Dûment estampillé – par deux fois – « dans la lignée [ou dans la veine] de Miyazaki », Yobi n’a pourtant que peu de rapports avec l’univers du créateur de Porco Rosso. Œuvre du réalisateur du charmant et étonnant Mari Iyagi, ce nouveau conte animé délaisse l’originalité formelle de son prédécesseur pour nous offrir l’illustration d’une légende bouddhiste. Un film peut-être trop sage ?
Figure ambiguë que celle du Renard dans l’Asie bouddhiste : métamorphe trompeur au Japon – ainsi que le montre Takahata dans son Pompoko –, le renard peut donc être, dans la tradition coréenne, pourvu de cinq queues, avec des pouvoirs de transformation proches de ceux de son cousin japonais, mais avec une nuance de taille. L’animal mythologique peut en effet devenir humain – il lui suffit pour cela de… voler une âme humaine. Aussi simple, aussi anodin que ça. Yobi, cela dit, n’a que faire de devenir humaine. Dernière représentante de sa race, la petite renarde, à cinq queues donc, vit dans la forêt, aux côtés d’une communauté de… petits extraterrestres atterris là par erreur et désireux de repartir. Les choses se compliquent cependant lorsqu’elle fait la connaissance, dans la cour de l’école voisine, d’un jeune garçon qui la captive. C’est le moment que choisissent, évidemment, plusieurs prédateurs, humains ou autres, pour se manifester – et Yobi aura, dès lors, d’importants choix à faire…
Yobi raconte donc, malgré sa volonté de suivre un scénario linéaire, beaucoup d’histoires en même temps, avec suffisamment de maîtrise pour qu’on ne s’y perde pas… ou presque pas. Ainsi, tout ce qui relève des duveteux petits extraterrestres paraît des plus déplacés, des plus artificiels, tandis que le reste du film pourrait aisément s’en passer. Cet aspect du film, certainement le plus enfantin, le plus littéralement mignon, tranche pourtant avec d’autres fils narratifs prometteurs, rappelant, quant à eux, les efforts plastiques et visuels du réalisateur sur Mari Iyagi. L’enchantement visuel n’est pas loin, lors de plans larges de toute beauté, également lors de la construction d’un monde spirituel parallèle. Un enchantement pourtant souvent mis de côté pour favoriser le bestiaire naïf et un brin agaçant venu d’outre-espace autour duquel Lee Sung-gang centre son film.

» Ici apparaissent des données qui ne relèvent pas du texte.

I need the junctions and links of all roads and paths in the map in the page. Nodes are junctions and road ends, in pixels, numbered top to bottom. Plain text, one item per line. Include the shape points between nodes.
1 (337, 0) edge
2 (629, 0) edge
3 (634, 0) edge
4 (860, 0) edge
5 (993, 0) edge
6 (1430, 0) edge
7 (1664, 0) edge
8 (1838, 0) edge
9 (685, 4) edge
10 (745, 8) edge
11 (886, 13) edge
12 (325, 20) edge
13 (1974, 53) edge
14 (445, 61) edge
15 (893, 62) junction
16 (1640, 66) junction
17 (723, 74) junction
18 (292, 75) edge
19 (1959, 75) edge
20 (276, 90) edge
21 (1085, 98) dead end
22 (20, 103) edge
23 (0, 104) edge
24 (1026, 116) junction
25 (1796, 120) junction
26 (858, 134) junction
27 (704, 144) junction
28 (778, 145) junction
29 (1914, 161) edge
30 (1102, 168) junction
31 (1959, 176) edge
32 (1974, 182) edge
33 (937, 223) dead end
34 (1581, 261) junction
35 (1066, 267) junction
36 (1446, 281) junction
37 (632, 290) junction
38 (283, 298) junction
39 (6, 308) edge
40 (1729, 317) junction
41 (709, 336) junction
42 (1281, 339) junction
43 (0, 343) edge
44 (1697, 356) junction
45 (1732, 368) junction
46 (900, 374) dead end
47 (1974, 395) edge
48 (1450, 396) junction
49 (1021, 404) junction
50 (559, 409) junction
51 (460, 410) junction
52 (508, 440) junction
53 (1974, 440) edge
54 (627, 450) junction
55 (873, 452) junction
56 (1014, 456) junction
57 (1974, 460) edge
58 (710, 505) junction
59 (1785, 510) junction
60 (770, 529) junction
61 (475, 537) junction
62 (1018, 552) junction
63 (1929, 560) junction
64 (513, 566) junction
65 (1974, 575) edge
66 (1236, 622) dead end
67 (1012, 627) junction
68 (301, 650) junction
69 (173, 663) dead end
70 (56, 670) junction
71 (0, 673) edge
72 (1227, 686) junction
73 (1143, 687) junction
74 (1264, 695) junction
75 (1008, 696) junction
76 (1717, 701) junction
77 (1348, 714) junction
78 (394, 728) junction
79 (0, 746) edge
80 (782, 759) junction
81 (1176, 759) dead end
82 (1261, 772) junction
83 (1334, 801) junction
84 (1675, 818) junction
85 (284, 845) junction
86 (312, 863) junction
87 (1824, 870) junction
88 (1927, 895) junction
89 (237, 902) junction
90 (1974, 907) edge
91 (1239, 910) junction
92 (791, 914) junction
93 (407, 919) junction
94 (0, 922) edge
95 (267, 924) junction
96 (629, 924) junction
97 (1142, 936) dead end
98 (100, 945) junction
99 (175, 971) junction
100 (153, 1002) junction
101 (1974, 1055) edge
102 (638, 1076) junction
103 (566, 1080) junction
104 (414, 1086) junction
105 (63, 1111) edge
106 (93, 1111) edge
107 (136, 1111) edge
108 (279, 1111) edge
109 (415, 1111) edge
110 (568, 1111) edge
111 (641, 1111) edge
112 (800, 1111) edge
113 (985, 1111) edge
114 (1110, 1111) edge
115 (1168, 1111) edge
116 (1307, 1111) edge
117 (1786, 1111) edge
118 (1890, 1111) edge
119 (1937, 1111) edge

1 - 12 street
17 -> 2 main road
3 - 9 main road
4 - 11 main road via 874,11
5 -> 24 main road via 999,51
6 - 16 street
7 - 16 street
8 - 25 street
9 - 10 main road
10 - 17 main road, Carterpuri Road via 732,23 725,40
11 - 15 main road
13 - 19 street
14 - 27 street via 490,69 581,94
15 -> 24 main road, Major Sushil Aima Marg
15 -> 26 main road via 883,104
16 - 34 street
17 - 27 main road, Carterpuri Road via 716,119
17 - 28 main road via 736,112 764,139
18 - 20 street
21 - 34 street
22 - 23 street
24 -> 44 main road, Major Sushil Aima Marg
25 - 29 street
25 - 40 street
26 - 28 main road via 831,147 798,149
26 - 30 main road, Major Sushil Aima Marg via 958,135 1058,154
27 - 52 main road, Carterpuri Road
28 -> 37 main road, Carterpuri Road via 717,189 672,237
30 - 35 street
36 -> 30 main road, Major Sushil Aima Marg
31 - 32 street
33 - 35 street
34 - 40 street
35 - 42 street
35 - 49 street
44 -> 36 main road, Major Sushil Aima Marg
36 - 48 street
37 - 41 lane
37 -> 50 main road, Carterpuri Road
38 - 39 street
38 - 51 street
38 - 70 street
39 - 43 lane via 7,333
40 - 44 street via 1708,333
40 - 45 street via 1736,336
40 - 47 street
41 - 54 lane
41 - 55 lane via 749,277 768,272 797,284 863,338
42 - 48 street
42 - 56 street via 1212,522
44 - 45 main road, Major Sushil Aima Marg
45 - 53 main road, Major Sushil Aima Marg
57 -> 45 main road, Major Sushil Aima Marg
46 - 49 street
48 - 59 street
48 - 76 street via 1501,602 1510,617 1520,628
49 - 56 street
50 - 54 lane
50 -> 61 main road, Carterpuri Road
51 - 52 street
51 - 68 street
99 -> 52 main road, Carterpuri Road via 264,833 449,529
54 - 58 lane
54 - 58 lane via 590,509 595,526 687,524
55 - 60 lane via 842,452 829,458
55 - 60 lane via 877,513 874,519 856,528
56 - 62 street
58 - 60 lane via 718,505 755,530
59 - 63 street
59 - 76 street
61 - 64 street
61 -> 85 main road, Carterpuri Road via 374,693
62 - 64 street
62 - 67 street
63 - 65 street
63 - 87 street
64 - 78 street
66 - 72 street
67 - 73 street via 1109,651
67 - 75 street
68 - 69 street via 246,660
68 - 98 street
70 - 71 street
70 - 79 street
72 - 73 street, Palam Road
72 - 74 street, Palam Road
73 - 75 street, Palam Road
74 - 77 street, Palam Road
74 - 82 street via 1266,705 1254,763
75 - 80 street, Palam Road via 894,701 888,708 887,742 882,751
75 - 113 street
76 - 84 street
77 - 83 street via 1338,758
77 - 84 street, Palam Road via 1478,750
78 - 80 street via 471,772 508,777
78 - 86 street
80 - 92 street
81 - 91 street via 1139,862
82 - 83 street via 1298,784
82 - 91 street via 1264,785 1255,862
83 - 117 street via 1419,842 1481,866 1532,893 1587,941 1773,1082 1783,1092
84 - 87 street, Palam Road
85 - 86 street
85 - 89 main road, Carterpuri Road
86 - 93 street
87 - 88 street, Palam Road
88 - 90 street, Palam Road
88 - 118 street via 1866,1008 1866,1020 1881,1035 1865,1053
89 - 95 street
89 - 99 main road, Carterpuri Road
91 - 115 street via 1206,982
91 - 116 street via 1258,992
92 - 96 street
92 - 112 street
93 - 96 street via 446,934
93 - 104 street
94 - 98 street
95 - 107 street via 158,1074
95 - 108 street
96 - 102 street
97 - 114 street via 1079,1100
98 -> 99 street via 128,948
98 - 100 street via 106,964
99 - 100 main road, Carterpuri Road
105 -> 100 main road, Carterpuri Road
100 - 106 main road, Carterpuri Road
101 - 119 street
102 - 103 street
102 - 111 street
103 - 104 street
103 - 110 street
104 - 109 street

Forme bâtarde de consécration, la jaquette de Yobi se réclame, comme souligné plus haut, de Hayao Miyazaki. Ce n’est ni le premier ni le dernier film à faire évoquer abusivement le papa de Totoro – il est cependant indéniable que Yobi tente de marcher dans les pas écolos du réalisateur japonais. C’est dans l’air du temps, certainement. Comme son cousin Oseam, Yobi mêle donc considérations modernes pour l’environnement et tradition bouddhique – avec plus de bonheur que le lénifiant conte précité. C’est d’ailleurs la meilleure qualité de Yobi, que de parvenir à conserver une cohérence malgré la multiplicité des râteliers auxquels il fait mine de manger. Plus maîtrisé que ce que l’on eût pu craindre, donc, Yobi constitue cependant, pour les admirateurs du gracile et poétique Mari Iyagi, une déception – comme si, malgré les progrès de son style visuel, le réalisateur Lee Sung-gang avait perdu beaucoup de son âme, se contentant d’un film tiré vers le bas par sa propension au premier degré narratif et à une agaçante mièvrerie. Aurait-il rencontré un renard à cinq queues ?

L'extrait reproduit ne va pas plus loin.